After picking the computer up from my friend, I plugged it in and powered it up and discovered(much to my amazement) that the computer DID in fact work, it was just agonizingly slow. The computer looks like it has almost never been used before, although it was released in early 2005. (I found that out by Googling the computer’s model). The reason that the computer was so slow was the fact that it only had MB (1/4 of a GB) of memory installed! THIS was why the laptop “didn’t work”. This is a common issue with computers, at least the older ones, that were purchased off the shelf at your big box stores – they were shipped with barely enoug memory to run the operating system. This is a common issue that I run into, which is the purpose of writing this article.


Under-powered / under-equipped computers: A common problem

The computer in question is an HP Compaq (HP has acquired Compaq, in case you didn’t know that) nx6110. This is a  laptop that HP was promoting as a “Business” notebook. The computer shipped with a Intel Celeron 1.40 GHz processor, 256MB of RAM (memory), a 15″ display, a 40GB Hard Drive, and a DVD ROM drive (not writable). There is nothing fancy about this laptop, as it is a very somber two-tone black and gray. As it turns out, this laptop is a stripped down version of the model HP was promoting, which you would commonly find in places like Walmart or those rent-to-own stores. Sadly, this computer still retailed at $999.00 – even more if it was purchased rent-to-own.

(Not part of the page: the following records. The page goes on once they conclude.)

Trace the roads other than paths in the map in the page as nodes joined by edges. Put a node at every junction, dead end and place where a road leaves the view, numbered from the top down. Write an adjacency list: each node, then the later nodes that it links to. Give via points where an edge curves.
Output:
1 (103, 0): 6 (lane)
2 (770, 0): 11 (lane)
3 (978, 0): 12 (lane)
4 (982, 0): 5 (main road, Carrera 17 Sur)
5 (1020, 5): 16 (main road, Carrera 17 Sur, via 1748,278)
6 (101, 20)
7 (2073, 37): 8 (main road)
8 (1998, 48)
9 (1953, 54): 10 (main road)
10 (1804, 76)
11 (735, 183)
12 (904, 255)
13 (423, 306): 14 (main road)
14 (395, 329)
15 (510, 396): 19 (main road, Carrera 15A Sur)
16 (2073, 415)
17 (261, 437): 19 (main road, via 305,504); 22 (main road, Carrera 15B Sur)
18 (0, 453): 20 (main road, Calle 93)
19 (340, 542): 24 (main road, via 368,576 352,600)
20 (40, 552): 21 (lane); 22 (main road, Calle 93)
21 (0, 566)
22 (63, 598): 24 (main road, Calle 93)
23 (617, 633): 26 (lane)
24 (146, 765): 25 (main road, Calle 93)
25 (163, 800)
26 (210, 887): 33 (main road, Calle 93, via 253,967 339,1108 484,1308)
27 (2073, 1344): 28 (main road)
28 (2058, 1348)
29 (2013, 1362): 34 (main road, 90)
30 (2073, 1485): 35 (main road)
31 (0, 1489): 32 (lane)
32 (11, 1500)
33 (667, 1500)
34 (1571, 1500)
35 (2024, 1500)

Now according to Microsoft, in order to properly run Windows XP, you need a MINIMUM 233 MHz Pentium processor, MINIMUM 128MB of RAM (which Windows will use approximately half of), and 1.5GB of free space on your hard drive. This computer was under powered as soon as my friend purchased it!

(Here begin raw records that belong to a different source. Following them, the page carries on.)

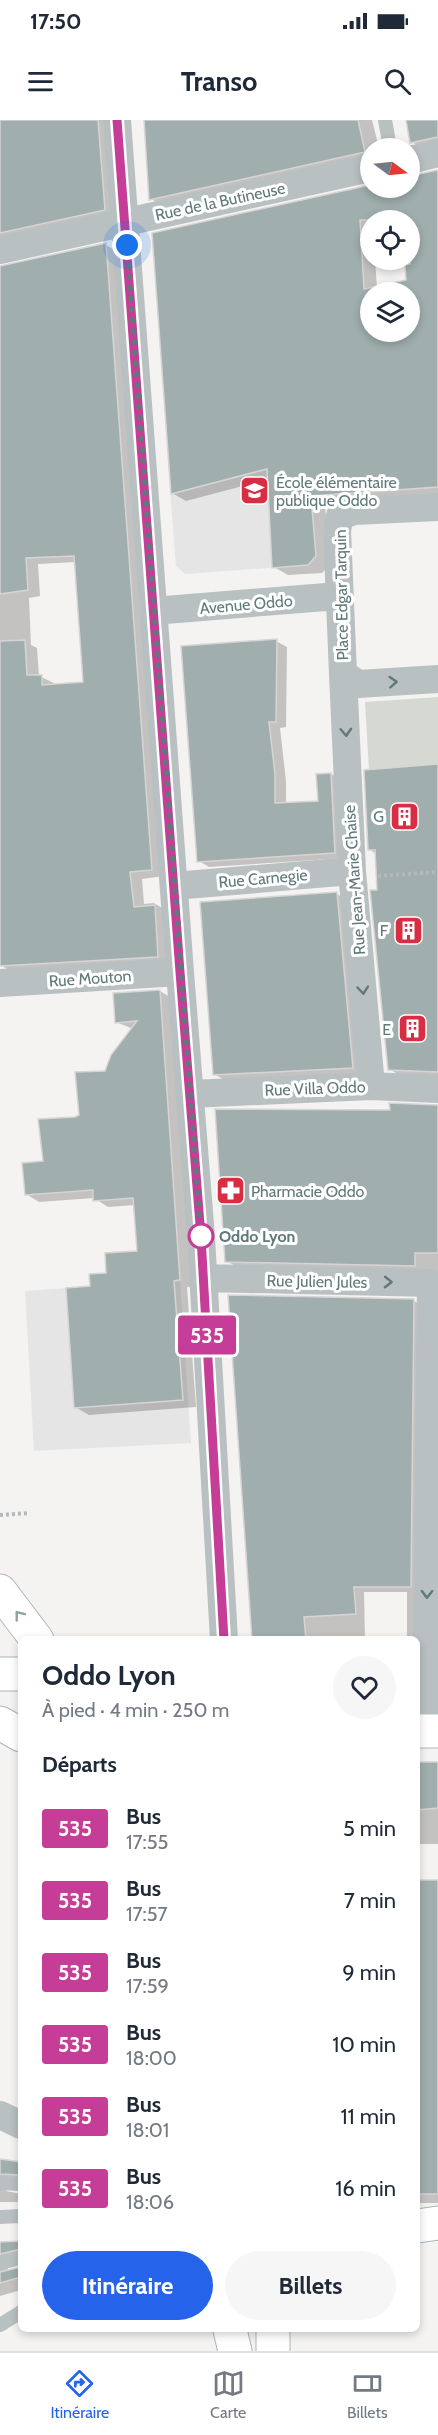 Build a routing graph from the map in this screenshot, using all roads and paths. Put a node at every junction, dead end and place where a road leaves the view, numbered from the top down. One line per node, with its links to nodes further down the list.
1 (117, 120): 7 (street)
2 (385, 120): 3 (lane)
3 (393, 138)
4 (420, 152): 5 (street)
5 (438, 153)
6 (360, 170): 7 (street, Rue de la Butineuse)
7 (125, 222): 8 (street, Rue de la Butineuse); 11 (street)
8 (0, 250)
9 (438, 507): 10 (street, Place Edgar Tarquin)
10 (338, 596): 11 (street, Avenue Oddo); 12 (street, Place Edgar Tarquin)
11 (153, 611): 16 (street)
12 (343, 674): 13 (street, Place Edgar Tarquin, one-way to 13); 15 (street, Rue Jean-Marie Chaise, one-way to 15)
13 (438, 679)
14 (438, 872): 15 (path)
15 (364, 873): 16 (street, Rue Carnegie); 19 (street, Rue Jean-Marie Chaise, one-way to 19)
16 (174, 886): 17 (street)
17 (180, 972): 18 (street, Rue Mouton); 21 (street)
18 (0, 984)
19 (371, 1086): 20 (street, Rue Villa Oddo); 21 (street, Rue Villa Oddo)
20 (438, 1089)
21 (191, 1094): 22 (street)
22 (203, 1278): 27 (street); 32 (street, Rue Julien Jules, one-way to 32)
23 (30, 1513): 24 (path)
24 (0, 1515)
25 (0, 1591): 26 (main road, one-way to 25)
26 (34, 1636)
27 (224, 1636)
28 (0, 1674): 29 (main road)
29 (18, 1674)
30 (18, 1721): 31 (main road)
31 (0, 1722): 33 (main road)
32 (427, 1731)
33 (18, 1733)
34 (0, 2115): 35 (street)
35 (18, 2124)
36 (0, 2183): 37 (lane)
37 (18, 2184)
38 (18, 2216): 39 (lane)
39 (0, 2217)
40 (438, 2223): 41 (main road)
41 (420, 2226)
42 (18, 2259): 43 (lane)
43 (0, 2263)
44 (18, 2314): 45 (lane)
45 (0, 2325)
46 (230, 2332): 49 (main road)
47 (273, 2332): 50 (main road)
48 (287, 2332): 51 (street)
49 (235, 2351)
50 (273, 2351)
51 (289, 2351) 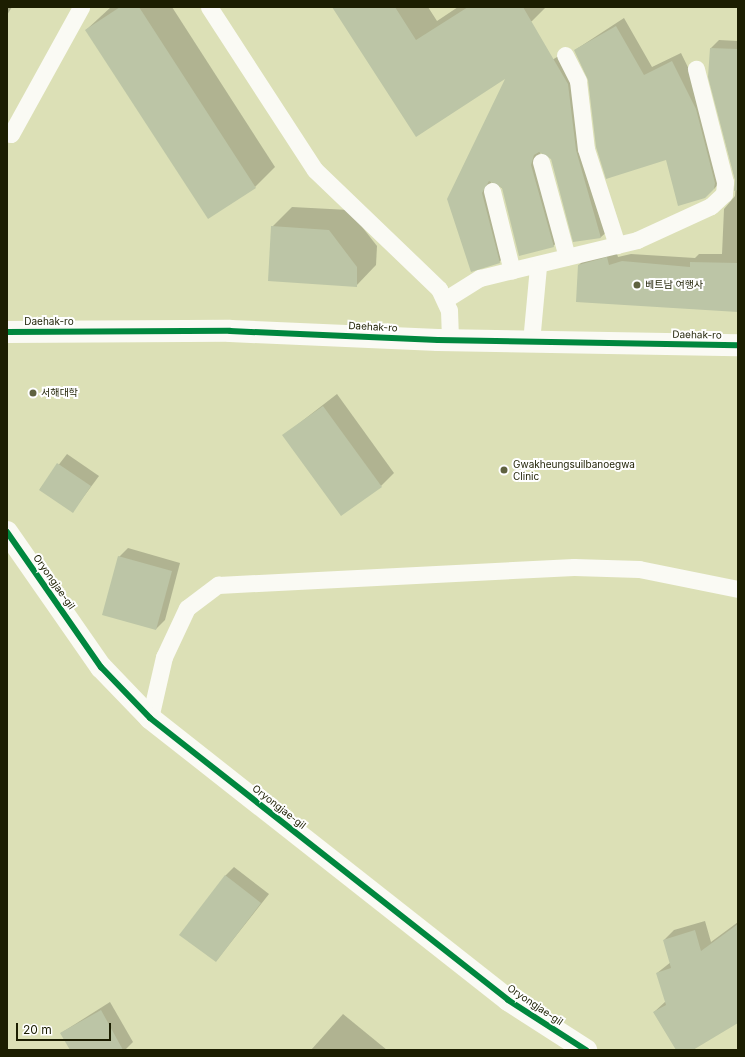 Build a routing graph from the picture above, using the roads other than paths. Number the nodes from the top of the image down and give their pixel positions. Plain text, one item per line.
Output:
1 (81, 7) edge
2 (209, 7) edge
3 (565, 55) dead end
4 (696, 69) dead end
5 (9, 133) edge
6 (541, 162) dead end
7 (492, 191) dead end
8 (617, 245) junction
9 (567, 257) junction
10 (538, 266) junction
11 (512, 271) junction
12 (446, 300) junction
13 (7, 332) edge
14 (450, 340) junction
15 (530, 342) junction
16 (738, 345) edge
17 (7, 532) edge
18 (738, 589) edge
19 (150, 718) junction
20 (586, 1050) edge

1 - 5 lane
2 - 12 lane
3 - 8 lane
4 - 8 lane
6 - 9 lane
7 - 11 lane
8 - 9 lane
9 - 10 lane
10 - 11 lane
10 - 15 lane
11 - 12 lane
12 - 14 lane
13 - 14 street, Daehak-ro
14 - 15 street, Daehak-ro
15 - 16 street, Daehak-ro
17 - 19 street, Oryongjae-gil
18 - 19 lane
19 - 20 street, Oryongjae-gil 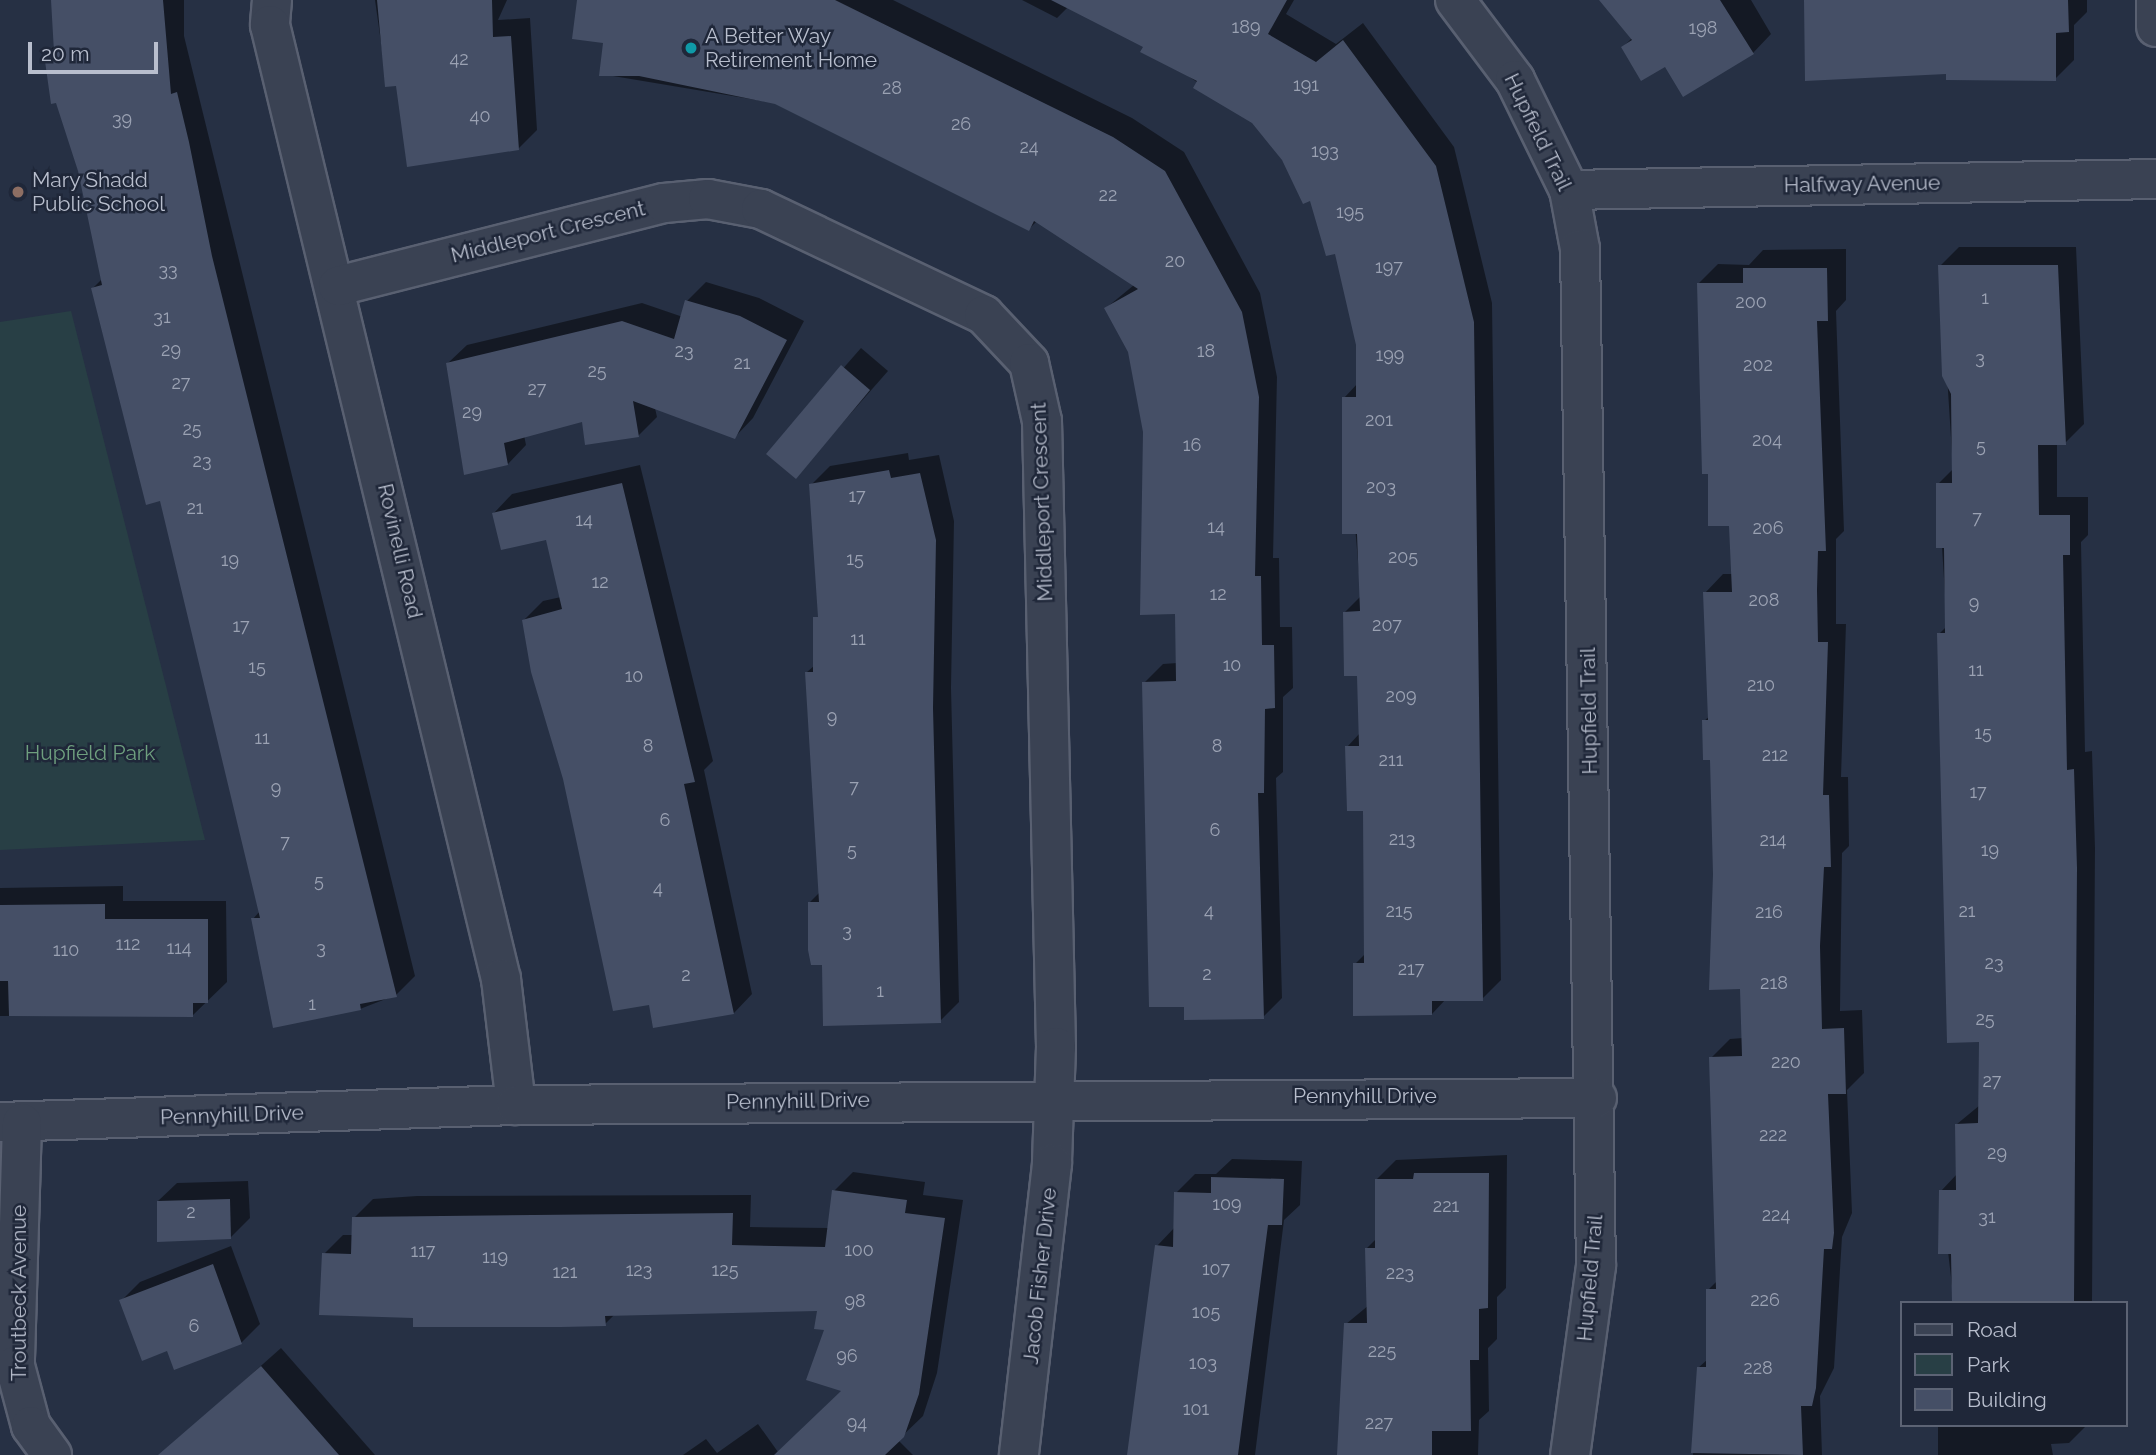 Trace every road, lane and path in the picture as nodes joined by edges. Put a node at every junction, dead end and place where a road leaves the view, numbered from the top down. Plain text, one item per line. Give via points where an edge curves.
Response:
1 (272, 0) edge
2 (1455, 0) edge
3 (2155, 0) edge
4 (2156, 27) edge
5 (2156, 179) edge
6 (1569, 190) junction
7 (338, 286) junction
8 (1054, 1097) junction
9 (1597, 1098) junction
10 (516, 1105) junction
11 (11, 1122) edge
12 (52, 1455) edge
13 (1019, 1455) edge
14 (1570, 1455) edge

1 - 7 street, Rovinelli Road via 270,25
2 - 6 street, Hupfield Trail via 1515,80
3 - 4 street
5 - 6 street, Halfway Avenue
6 - 9 street, Hupfield Trail via 1580,249
7 - 8 street, Middleport Crescent via 664,203 708,199 761,209 1001,329 1028,363 1042,421
7 - 10 street, Rovinelli Road via 501,979
8 - 9 street, Pennyhill Drive
8 - 10 street, Pennyhill Drive
8 - 13 street, Jacob Fisher Drive
9 - 14 street, Hupfield Trail via 1595,1266
10 - 11 street, Pennyhill Drive
11 - 12 street, Troutbeck Avenue via 15,1366 31,1426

[button link=”http://support.microsoft.com/kb/314865” color=”#630303″ size=”2″ style=”1″ dark=”0″ target=”blank”]Click Here to view Microsoft Windows XP System Requirements [/button]


How do you know much memory a computer is capable of?

 

The Crucial System Scanner

This is a good question that I am happy to share the answer to. There are many ways to find out how much memory your computer can handle – such as using Google to find your computers spec sheet or reviews and the digging through the things you find to get your answer. My solution is MUCH easier. Most of your major memory suppliers have a tool on their websites that will scan your computer and tell you, not only how much and what type of memory your computer is capable of, but how much and how many slots you have inside your computer. I prefer to use the system tool at Crucial.com, it’s easy to use, and only takes a about a minute or so to download and run.

Crucial System Scanner Results

As you can see by the second screenshot to the right, this particular computer only has 512MB (1/2 GB) of memory installed and is capable of 2GB of memory, which would make this computer plenty fast! It also, like most laptops, only has two memory slots, capable of a max of 1GB per slot. If you bought the memory from Crucial, a 2GB kit would cost you $73.98 + tax. I usually buy my supplies at COMPUSA where the prices are much better (see the hyperlink).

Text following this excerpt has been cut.